The ongoing, open-ended, geographically unbounded NOTAM does not align with those requirements. I don’t believe the government can reasonably declare the entire airspace above every city where ICE operates to be part of one continuous “active investigation” with no end date and no geographic limits.
The Enforcement Reality
Of course, even if the statutory text does not legally support the claim that drones are banned near ICE convoys, that does not mean DHS won’t try to enforce it anyway. Agents can still claim interference or use the NOTAM as a pretext for intimidation or seizure. The original NOTAM created a chilling effect regardless of whether anyone was actually prosecuted under it, and that was arguably the point.
The original intention of these flight restrictions was to protect presidential motorcades and nuclear warhead transports. The NDAA broadened the statutory language, but even under the expanded text, the procedural requirements for designating covered assets and the constraints on active investigation authority remain. Applying a blanket, open-ended NOTAM to immigration enforcement operations across entire cities still exceeds what the statute authorizes.
Update, April 17, 2026: The FAA Blinks
This week, Minnesota journalist Rob Levine, who had sued the FAA over the TFR earlier this month, got a significant win. Matthew Gault at 404 Media has the full story. After Levine’s attorneys filed a motion arguing that the TFR violated his First Amendment rights, the FAA rescinded the original restriction. The legal team’s core argument targeted the unmarked vehicle problem directly, characterizing the restriction as creating an impossible-to-comply-with network of invisible, moving no-fly zones across entire cities.
The FAA replaced the old TFR with a new advisory. The revised version drops the 3,000-foot proximity language and, critically, removes the threat of civil and criminal penalties. But it is not a clean win. The new advisory expands the list of protected agencies to include the Department of Justice and the Department of War, and it preserves the government’s claimed authority to interfere with, seize, damage, or destroy drones deemed to be threats to covered mobile assets. In plain terms: you will not go to jail for flying a drone near an ICE vehicle, but they may still shoot it down.

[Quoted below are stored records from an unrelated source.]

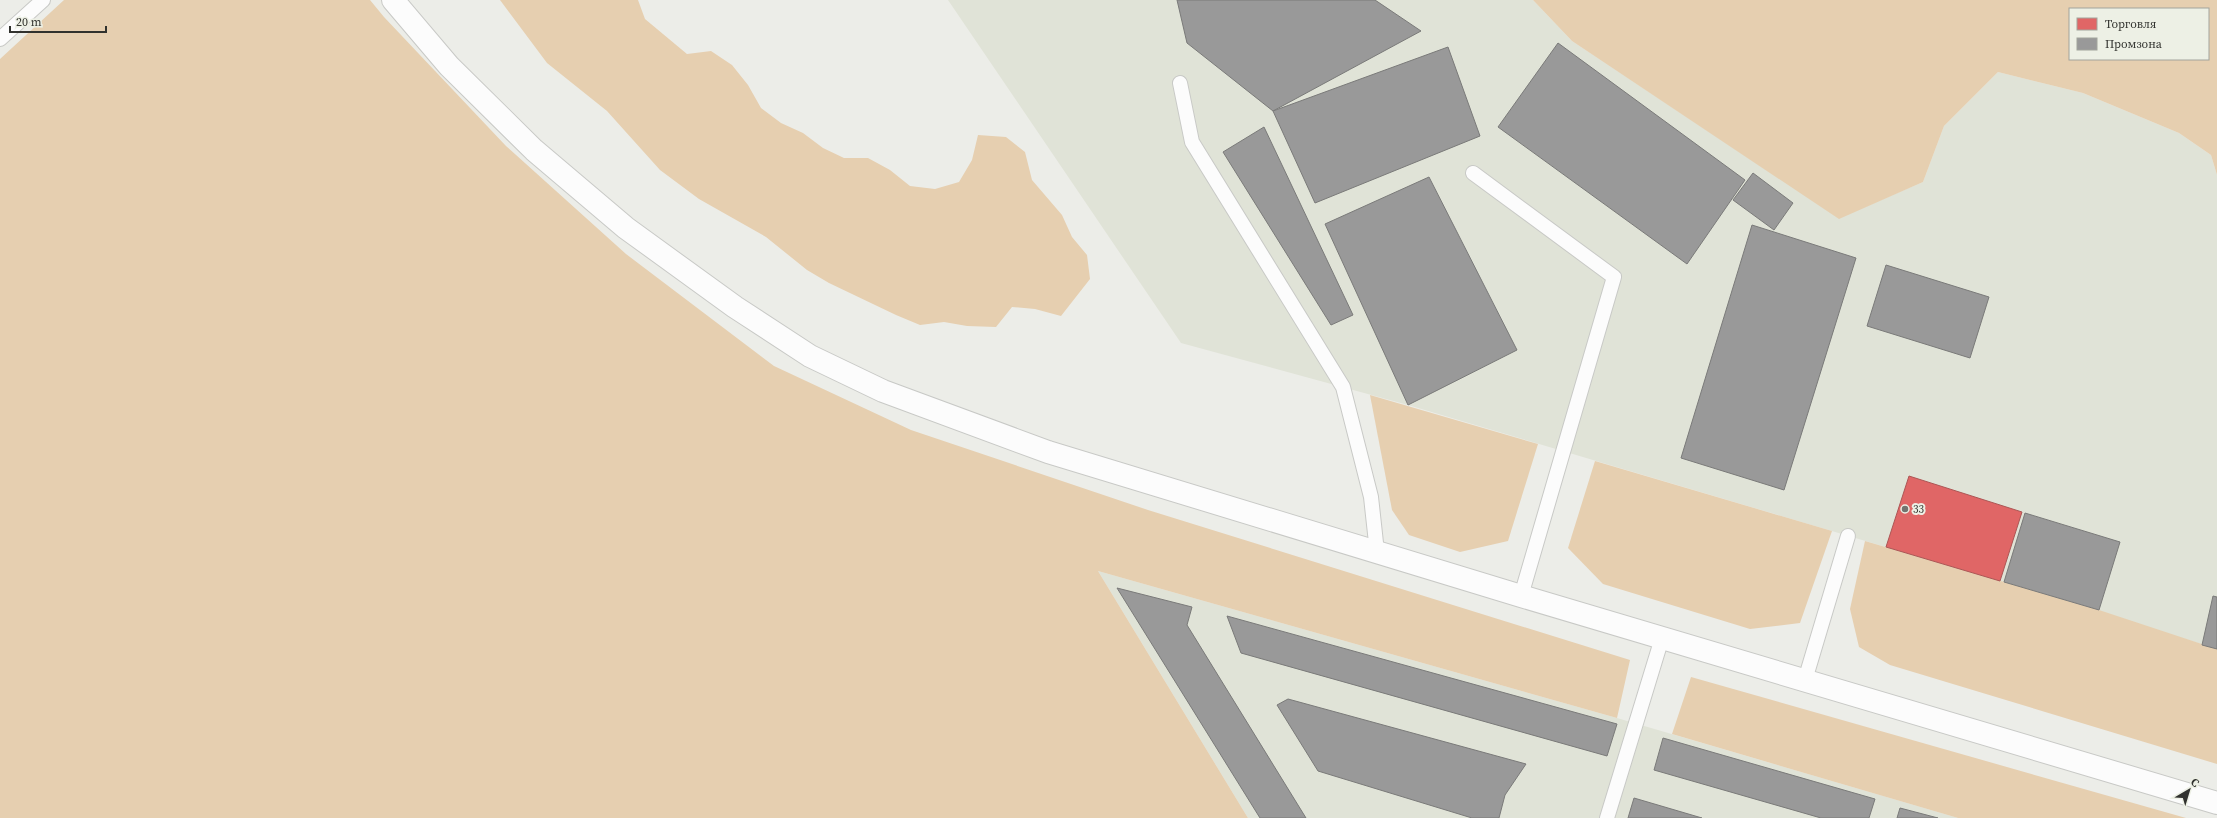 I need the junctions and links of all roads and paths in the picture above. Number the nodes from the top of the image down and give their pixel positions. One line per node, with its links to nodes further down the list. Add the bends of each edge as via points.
1 (43, 0): 3 (lane)
2 (393, 0): 7 (street, via 449,66 534,150 626,228 735,307 810,356 883,391 1048,452)
3 (0, 39)
4 (1180, 83): 7 (lane, via 1192,142 1343,387 1371,497)
5 (1473, 174): 8 (lane, via 1614,277)
6 (1848, 536): 10 (lane)
7 (1377, 552): 8 (street)
8 (1521, 596): 9 (street)
9 (1662, 638): 10 (street); 12 (lane)
10 (1805, 680): 11 (street)
11 (2217, 803)
12 (1608, 818)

Levine’s attorneys at the Reporters Committee for Freedom of the Press have signaled they intend to continue pressing the case in the D.C. Circuit, arguing that the original restriction should never have been implemented at all.
From the beginning, I maintained that the government’s interpretation of the regulation behind this NOTAM was flawed and incorrectly applied. My original analysis was built on the pre-NDAA statutory text, and the amended language does give DHS broader footing on the asset category question than I initially acknowledged. But the core structural problems with the NOTAM, the missing risk-based assessment process and the open-ended timeframe and geography, were never addressed by the NDAA amendments. The legal challenge confirmed that the enforcement framework could not withstand scrutiny. The FAA’s decision to rescind and soften the restriction, immediately after a serious legal challenge was filed, speaks for itself.

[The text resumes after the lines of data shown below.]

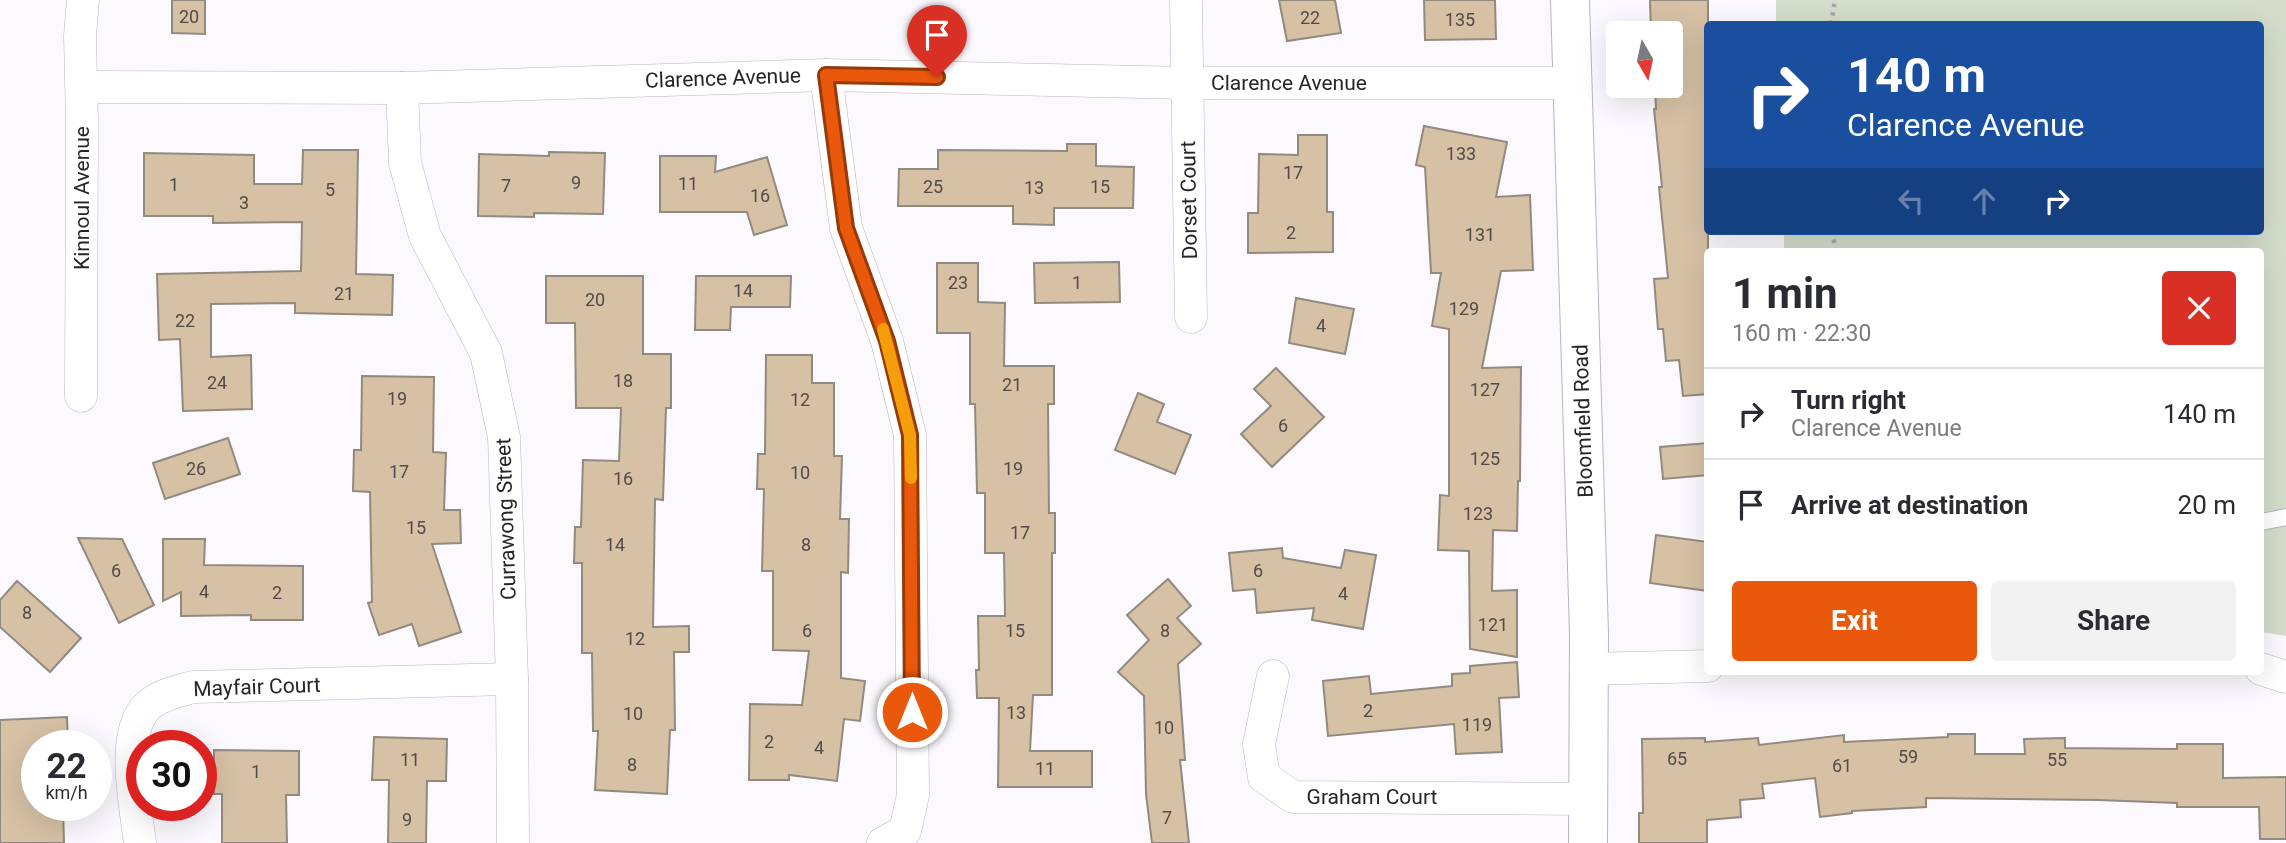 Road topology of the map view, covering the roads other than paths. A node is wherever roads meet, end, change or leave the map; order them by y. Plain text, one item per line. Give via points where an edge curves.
1 (83, 0) edge
2 (1186, 0) edge
3 (1570, 0) edge
4 (826, 75) junction
5 (1187, 83) junction
6 (1573, 83) junction
7 (82, 87) junction
8 (402, 88) junction
9 (1191, 317) dead end
10 (81, 396) dead end
11 (2286, 517) edge
12 (2264, 521) edge
13 (1704, 666) edge
14 (1588, 669) junction
15 (2264, 669) edge
16 (1273, 676) dead end
17 (2286, 677) edge
18 (512, 679) junction
19 (1588, 799) junction
20 (140, 843) edge
21 (513, 843) edge
22 (883, 843) edge
23 (1588, 843) edge

1 - 7 street, Kinnoul Avenue
2 - 5 street, Dorset Court
3 - 6 street, Bloomfield Road
4 - 5 street, Clarence Avenue
4 - 8 street, Clarence Avenue
4 - 22 street via 846,228 887,341 910,435 913,795 905,831
5 - 6 street, Clarence Avenue
5 - 9 street, Dorset Court
6 - 14 street, Bloomfield Road
7 - 8 street, Clarence Avenue
7 - 10 street, Kinnoul Avenue
8 - 18 street, Currawong Street via 405,163 425,236 486,353 504,437
11 - 12 lane
13 - 14 street
14 - 19 street, Bloomfield Road
15 - 17 street
16 - 19 street, Graham Court via 1259,744 1264,777 1293,797
18 - 20 street, Mayfair Court via 193,687 168,695 147,706 134,730 131,760
18 - 21 street, Currawong Street
19 - 23 street, Bloomfield Road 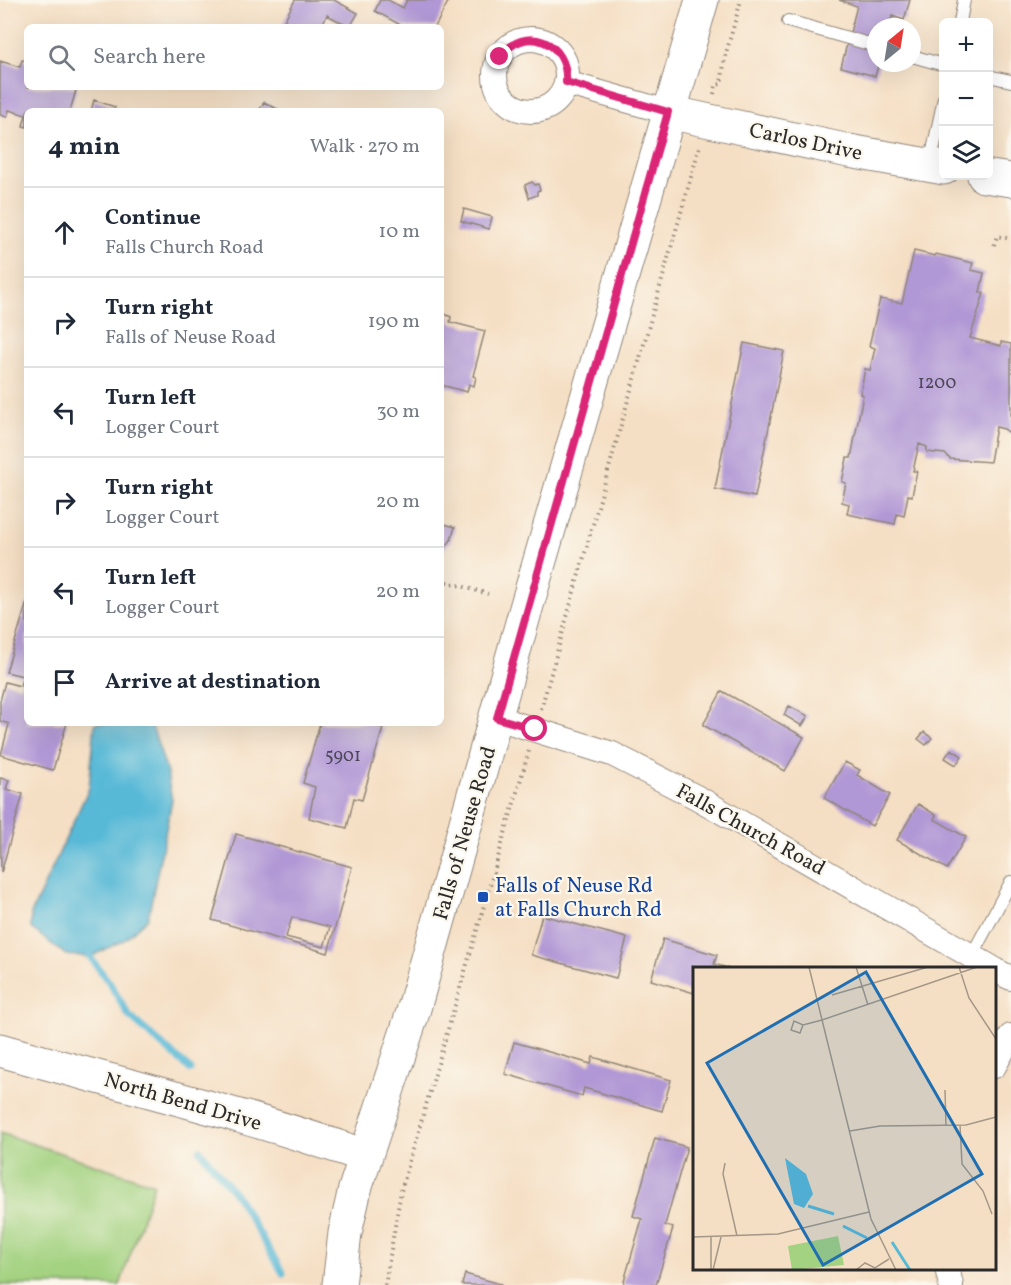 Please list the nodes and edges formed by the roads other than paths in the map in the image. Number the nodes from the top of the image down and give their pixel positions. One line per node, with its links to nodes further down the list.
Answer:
1 (702, 0): 11 (main road, Falls of Neuse Road)
2 (964, 0): 3 (lane)
3 (961, 18)
4 (788, 21): 5 (lane)
5 (867, 43)
6 (921, 59): 7 (lane)
7 (939, 64)
8 (993, 77): 9 (lane)
9 (1011, 81)
10 (566, 82): 11 (street)
11 (668, 112): 13 (main road, Carlos Drive); 16 (main road, Falls of Neuse Road)
12 (941, 126): 13 (lane)
13 (937, 167)
14 (993, 177): 15 (main road)
15 (1011, 180)
16 (497, 718): 18 (street, Falls Church Road); 25 (main road, Falls of Neuse Road)
17 (1011, 882): 18 (lane)
18 (971, 957): 19 (street, Falls Church Road)
19 (990, 967)
20 (996, 970): 21 (street, Falls Church Road)
21 (1011, 978)
22 (1011, 1036): 24 (street)
23 (0, 1050): 25 (main road, North Bend Drive)
24 (996, 1062)
25 (365, 1156): 27 (main road, Falls of Neuse Road)
26 (947, 1270): 28 (street)
27 (339, 1285)
28 (951, 1285)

There is still work to do. The new advisory’s retained authority to destroy drones, what you might call kinetic “mitigation,” is its own problem, and the expanded agency list means the scope of claimed authority is actually broader now than it was in January. But the criminal penalty regime is gone which is important.
I am not a lawyer. I would welcome reporting and analysis from actual legal experts on this topic which on the whole has been sorely lacking in my opinion. And to reiterate: even if the legal text does not support the government’s position, DHS retains the claimed authority to shoot drones out of the sky. The fact that a restriction may be legally indefensible does not make it safe to ignore in practice.